Yesterday I went into the Library and turned up the earlier Bills, as I remembered that when I introduced a similar Bill in 1928–29, I drew notice to the fact that there were considerable losses shown in the Schedule—there were at least three valuations which showed loss. Then there was the Bill introduced by Mr. Pethick-Lawrence in 1929–30, and though I do not attach any blame to him I would draw the attention of the House to this case of his Bill. A valuation of £10,800, a loan of £8,100, and a loss amounting to £2,050. In another case the valuation was £12,500, the advance on mortgage was £9,375, and no less than £3,673 was lost. There must be something wrong with such valuations, and I think the time has come when the Public Accounts Committee might have this matter brought before them and the loan valuation system looked into. The Financial Secretary to the Treasury can review the existing loans to find out whether the revenue authorities who made the valuations are really competent to undertake valuations for loans to be granted over a long period. They are quite competent to undertake probate valuations for taxation assessments, but I think they have proved themselves to be out of touch with valuations in which they should take cognisance of all sorts of future possibilities—of inflation and deflation, the rise and fall of markets, and various deferred and unforeseen contingencies. It does not do for the country to see valuations made by revenue authorities falling short of accuracy in the way disclosed by this Schedule. It makes the taxpayers who are interested in probate taxation valuations wonder whether they are being treated fairly. For that reason I ask my right hon. and gallant Friend, the Financial Secretary to get the authorities of the Revenue Department to inquire whether these valuations are being made in a proper way and by the right type of professional skill, and then I think he ought at the proper time, to lay the information before the Public Accounts Committee.

Mr. MACQUISTEN

When I interrupted my hon. Friend a few moments ago to say that these were valuers for probate, what I meant was this: that valuers for probate are valuing a property with the idea of the Government taking as much as possible from the wreck of a deceased man's estate; they are going to impoverish those who succeed him as far as they can. That is one of the reasons why those valuers put the valuation as high as possible; but totally different considerations arise when it is a question of advancing money, and in those cases the valuation ought to be on a much more conservative basis. In practice, if they were to take a long-term valuation there would be the greatest possible difficulty in arriving at a figure. Looking at the value of land over a century—and these farmers would have taken a century to pay back these loans—it will be seen that it goes up and down, depending on the market and on the value of money. There are instances where an estate has made something like £100,000 in the market, and when it has been sold a few years later the price has dropped to £30,000 or £40,000. It all depends on the state of the market. I do not think these loans have been wisely granted.
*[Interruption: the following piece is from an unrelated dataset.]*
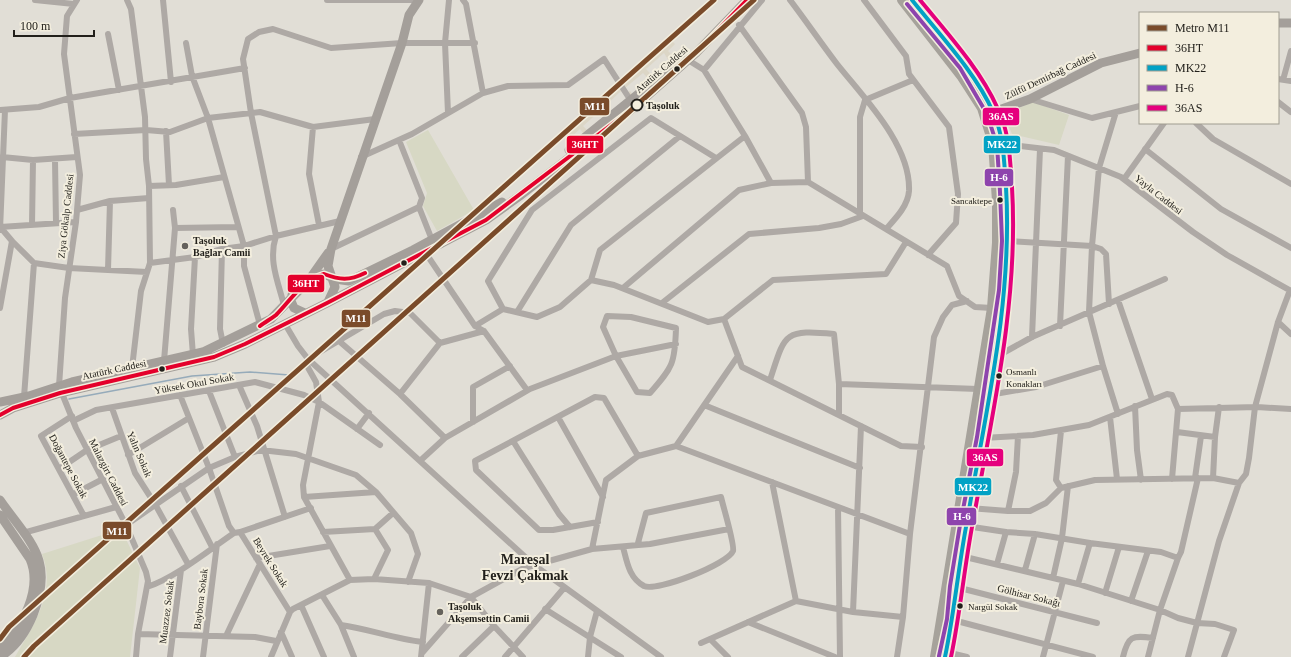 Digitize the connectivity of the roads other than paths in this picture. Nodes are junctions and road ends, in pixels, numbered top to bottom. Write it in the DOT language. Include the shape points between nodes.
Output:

The hon. Member for Don Valley (Mr. T. Williams), referred to the Lord President of the Council having advocated wise spending. Of course, there is such a thing as wise spending, but we do not find out whether it has been wise or not until after the event. It is all very well to come in a long time afterwards and say that it was foolish. There is one axiomatic rule which ought to be remembered —that if one man provides the money and another has the spending of it for his own behoof, it is to be suspected prima facie that it will not be wisely spent. The same thing happens when we have the State providing money for local autho- rities; we may be quite sure that the local authorities will not spend it with the same care and wisdom as they would if they were spending their own money and had to account for it to their own ratepayers. On page iii of the Bill a loss is explained by saying that Owing to the failure of the borrowers to cultivate and manage the farm in a proper and husbandlike manner in accordance with their covenant in the mortgage deed, the Board were compelled to take possession of the property. I have no doubt that if the farmer had tried to raise the money from a local lender instead of from the Government, he would not have got the money, because his reputation as a farmer would have been known; but this is State money and the fact that people have to come to the State for money is prima facie evidence that they are not the best farmers. We find very much the same thing running through all these cases. I am interested to note that the name of one of the borrowers is Riches, a rather ominous name for a gentleman who comes to borrow. He got an advance of £3,300 on a property known as Folly Farm. That, in itself, ought to have been a warning to the Government. In the end they lost about £1,500 on that transaction. There has been a terrific fall in agricultural values, as in all other businesses, and therefore it may possibly be that the authorities are not altogether to blame. They went in during a boom time, and they got the backwash when the slump came. I remember a wealthy man telling me once that he hoped he would die in a slump, because if he died in a boom he would be ruined whereas if he died in a slump there was a chance of those who succeeded him making money. He was on the point of going abroad, because he said that while he could afford to live in this country he could not possibly afford to die here—it was far too expensive.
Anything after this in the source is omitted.